Dataset entries
- - -

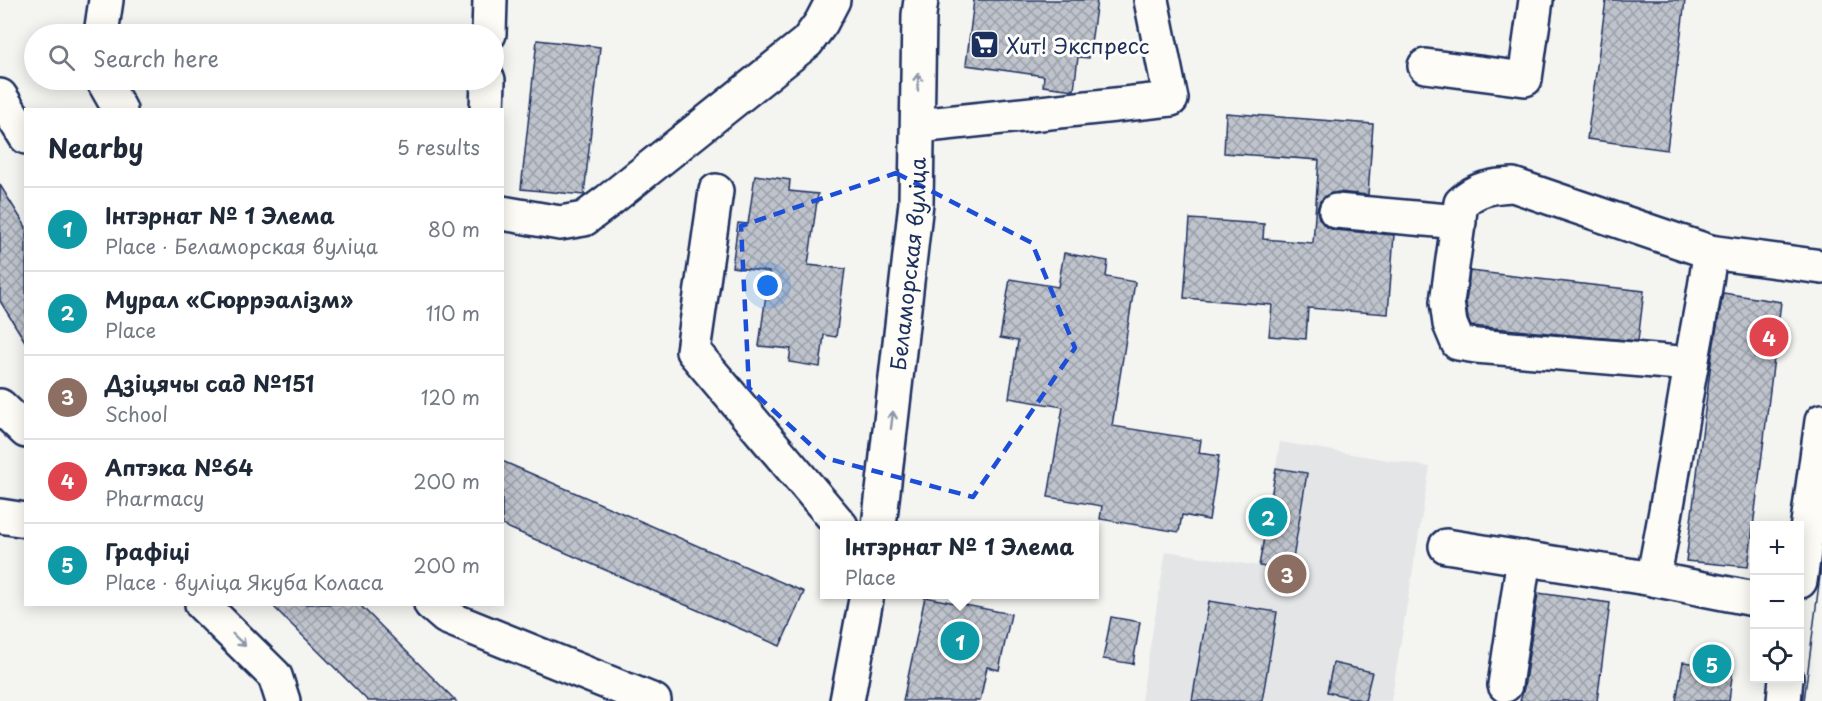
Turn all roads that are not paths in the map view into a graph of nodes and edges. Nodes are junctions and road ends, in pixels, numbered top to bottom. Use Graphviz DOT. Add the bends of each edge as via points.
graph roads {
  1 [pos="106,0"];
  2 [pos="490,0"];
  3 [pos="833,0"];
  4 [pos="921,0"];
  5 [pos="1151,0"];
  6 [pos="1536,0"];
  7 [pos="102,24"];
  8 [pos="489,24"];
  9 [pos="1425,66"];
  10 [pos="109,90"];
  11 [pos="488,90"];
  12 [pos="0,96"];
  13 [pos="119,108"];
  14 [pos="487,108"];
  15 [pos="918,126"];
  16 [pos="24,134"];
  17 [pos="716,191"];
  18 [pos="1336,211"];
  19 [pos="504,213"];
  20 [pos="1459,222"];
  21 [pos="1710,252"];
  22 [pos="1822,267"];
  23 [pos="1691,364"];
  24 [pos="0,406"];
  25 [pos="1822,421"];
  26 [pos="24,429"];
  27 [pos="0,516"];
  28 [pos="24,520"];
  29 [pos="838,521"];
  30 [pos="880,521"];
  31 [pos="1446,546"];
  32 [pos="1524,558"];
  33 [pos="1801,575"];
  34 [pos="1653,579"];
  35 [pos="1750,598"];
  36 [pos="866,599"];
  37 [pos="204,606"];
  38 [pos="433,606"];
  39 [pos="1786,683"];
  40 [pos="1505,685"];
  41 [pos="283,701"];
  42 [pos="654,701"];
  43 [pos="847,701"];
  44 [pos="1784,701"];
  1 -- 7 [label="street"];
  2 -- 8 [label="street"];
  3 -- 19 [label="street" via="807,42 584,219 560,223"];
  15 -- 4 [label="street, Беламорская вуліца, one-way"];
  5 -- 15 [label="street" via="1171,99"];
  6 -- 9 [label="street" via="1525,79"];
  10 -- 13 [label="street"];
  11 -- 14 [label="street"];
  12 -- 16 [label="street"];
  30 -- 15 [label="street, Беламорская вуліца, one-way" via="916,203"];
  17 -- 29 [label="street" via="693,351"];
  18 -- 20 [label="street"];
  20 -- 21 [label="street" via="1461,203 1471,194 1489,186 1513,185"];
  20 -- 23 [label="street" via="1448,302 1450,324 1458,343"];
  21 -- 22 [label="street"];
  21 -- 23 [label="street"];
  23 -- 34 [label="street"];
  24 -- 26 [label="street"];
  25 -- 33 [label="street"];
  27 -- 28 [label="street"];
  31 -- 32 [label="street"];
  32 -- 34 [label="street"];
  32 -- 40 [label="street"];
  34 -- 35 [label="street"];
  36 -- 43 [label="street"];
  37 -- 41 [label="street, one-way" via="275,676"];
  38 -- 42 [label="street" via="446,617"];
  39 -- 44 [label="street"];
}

- - -

> **Task goal**
Which lines of the records above contain the word "graph"? Report each one.

> **Answer box**
Turn all roads that are not paths in the map view into a graph of nodes and edges. Nodes are junctions and road ends, in pixels, numbered top to bottom. Use Graphviz DOT. Add the bends of each edge as via points.
graph roads {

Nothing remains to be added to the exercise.